Saved entries
════════

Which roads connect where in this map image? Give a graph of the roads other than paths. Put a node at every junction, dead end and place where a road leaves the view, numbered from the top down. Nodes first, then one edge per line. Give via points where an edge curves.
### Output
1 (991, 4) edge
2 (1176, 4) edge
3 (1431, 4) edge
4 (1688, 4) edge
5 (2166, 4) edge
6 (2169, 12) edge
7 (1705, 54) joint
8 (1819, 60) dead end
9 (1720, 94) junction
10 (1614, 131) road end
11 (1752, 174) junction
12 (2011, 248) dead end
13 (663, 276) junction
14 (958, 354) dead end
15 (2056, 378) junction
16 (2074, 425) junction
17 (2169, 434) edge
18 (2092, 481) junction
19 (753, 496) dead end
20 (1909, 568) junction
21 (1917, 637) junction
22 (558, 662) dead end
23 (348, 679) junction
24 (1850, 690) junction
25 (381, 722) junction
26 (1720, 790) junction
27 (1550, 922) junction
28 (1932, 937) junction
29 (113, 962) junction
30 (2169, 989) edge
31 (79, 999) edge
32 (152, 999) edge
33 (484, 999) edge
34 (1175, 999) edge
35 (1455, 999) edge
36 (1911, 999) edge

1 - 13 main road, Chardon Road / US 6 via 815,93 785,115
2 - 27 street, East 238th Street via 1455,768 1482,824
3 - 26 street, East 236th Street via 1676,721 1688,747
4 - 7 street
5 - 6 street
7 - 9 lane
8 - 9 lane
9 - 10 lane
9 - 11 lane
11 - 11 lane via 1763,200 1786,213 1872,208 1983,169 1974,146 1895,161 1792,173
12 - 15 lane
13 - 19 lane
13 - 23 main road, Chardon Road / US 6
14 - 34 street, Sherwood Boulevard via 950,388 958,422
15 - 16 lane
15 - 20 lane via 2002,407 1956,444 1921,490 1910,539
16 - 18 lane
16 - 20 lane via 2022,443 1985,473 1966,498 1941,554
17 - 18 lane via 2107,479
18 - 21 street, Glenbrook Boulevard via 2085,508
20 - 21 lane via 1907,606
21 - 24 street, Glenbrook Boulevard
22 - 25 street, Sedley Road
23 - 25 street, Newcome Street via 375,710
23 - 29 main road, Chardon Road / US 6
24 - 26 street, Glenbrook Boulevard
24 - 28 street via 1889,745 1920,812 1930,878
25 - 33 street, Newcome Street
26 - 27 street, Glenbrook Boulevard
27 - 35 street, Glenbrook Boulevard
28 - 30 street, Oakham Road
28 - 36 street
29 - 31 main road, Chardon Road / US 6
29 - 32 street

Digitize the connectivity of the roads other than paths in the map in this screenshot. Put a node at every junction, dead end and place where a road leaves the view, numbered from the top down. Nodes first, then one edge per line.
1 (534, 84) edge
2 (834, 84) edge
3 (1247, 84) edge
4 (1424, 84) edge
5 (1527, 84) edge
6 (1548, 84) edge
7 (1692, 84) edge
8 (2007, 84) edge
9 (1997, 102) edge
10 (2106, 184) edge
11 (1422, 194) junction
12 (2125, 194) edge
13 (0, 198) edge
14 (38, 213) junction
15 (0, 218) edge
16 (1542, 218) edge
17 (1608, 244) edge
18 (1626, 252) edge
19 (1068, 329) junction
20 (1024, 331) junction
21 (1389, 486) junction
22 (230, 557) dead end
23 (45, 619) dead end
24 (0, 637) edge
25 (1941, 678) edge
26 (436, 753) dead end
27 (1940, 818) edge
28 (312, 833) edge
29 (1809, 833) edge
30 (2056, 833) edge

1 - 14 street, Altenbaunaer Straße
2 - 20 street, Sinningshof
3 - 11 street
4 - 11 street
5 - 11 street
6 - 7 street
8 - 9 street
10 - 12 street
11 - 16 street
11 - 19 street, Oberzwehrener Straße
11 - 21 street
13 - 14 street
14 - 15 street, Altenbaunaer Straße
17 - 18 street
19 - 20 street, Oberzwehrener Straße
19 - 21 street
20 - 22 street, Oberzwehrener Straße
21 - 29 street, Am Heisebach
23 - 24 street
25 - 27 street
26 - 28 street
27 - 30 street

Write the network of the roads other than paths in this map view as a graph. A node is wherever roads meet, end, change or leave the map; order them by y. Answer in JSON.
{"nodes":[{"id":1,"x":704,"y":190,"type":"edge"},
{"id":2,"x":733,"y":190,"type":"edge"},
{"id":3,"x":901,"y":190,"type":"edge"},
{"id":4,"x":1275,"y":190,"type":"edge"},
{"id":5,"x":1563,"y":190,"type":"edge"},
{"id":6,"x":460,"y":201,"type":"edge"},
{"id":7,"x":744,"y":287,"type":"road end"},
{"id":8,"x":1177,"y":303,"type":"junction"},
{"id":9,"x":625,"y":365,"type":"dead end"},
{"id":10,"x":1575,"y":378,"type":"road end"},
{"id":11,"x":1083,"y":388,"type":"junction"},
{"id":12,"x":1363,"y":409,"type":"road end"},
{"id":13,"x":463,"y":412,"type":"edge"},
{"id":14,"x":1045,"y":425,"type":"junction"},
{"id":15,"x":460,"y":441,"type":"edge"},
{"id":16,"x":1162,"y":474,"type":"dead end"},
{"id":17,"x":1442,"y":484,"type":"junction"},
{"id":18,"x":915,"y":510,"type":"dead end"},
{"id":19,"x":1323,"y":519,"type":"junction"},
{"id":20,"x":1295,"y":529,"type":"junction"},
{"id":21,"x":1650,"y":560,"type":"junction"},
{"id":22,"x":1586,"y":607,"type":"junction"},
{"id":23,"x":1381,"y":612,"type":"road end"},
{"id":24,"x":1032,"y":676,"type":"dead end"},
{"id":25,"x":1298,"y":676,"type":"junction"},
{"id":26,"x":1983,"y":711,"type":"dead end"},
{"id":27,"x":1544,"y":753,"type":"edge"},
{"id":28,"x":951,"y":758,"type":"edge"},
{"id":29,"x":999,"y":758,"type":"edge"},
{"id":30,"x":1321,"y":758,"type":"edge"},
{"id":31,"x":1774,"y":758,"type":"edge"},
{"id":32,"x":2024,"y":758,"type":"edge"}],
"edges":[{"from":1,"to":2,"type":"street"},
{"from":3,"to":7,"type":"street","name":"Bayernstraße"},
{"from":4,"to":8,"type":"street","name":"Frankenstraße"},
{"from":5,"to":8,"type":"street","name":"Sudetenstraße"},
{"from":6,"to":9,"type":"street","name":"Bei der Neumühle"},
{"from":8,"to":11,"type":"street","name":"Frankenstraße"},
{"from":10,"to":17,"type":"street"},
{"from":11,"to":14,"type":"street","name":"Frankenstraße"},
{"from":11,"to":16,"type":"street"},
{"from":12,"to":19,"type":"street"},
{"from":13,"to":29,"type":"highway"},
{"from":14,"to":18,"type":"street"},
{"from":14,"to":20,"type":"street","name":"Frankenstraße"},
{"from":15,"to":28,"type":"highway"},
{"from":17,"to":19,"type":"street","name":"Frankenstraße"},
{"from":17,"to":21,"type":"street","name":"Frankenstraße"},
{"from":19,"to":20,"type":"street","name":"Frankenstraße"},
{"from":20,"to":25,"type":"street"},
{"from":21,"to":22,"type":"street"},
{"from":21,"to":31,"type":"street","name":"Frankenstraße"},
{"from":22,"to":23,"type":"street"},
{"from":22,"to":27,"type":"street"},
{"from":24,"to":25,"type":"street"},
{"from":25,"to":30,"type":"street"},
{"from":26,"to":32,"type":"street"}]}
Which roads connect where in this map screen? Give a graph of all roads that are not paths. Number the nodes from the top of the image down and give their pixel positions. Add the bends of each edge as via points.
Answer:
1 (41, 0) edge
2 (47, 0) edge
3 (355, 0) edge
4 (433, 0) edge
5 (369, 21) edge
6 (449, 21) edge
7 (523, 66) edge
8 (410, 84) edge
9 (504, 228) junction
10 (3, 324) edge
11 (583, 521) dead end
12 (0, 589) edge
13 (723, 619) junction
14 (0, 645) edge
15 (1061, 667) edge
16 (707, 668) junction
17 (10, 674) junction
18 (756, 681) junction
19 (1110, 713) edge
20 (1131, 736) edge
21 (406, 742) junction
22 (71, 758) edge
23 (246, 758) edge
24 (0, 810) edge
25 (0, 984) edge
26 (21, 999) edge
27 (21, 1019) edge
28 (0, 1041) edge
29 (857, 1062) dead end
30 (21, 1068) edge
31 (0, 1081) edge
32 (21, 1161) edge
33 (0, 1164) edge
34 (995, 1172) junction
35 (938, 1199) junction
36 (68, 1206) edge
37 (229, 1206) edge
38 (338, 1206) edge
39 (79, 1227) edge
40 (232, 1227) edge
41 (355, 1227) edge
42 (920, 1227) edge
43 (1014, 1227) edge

════════

= What to do =
State the number of lines in the data that contain the word "name", offering no other text.

= Completed task =
11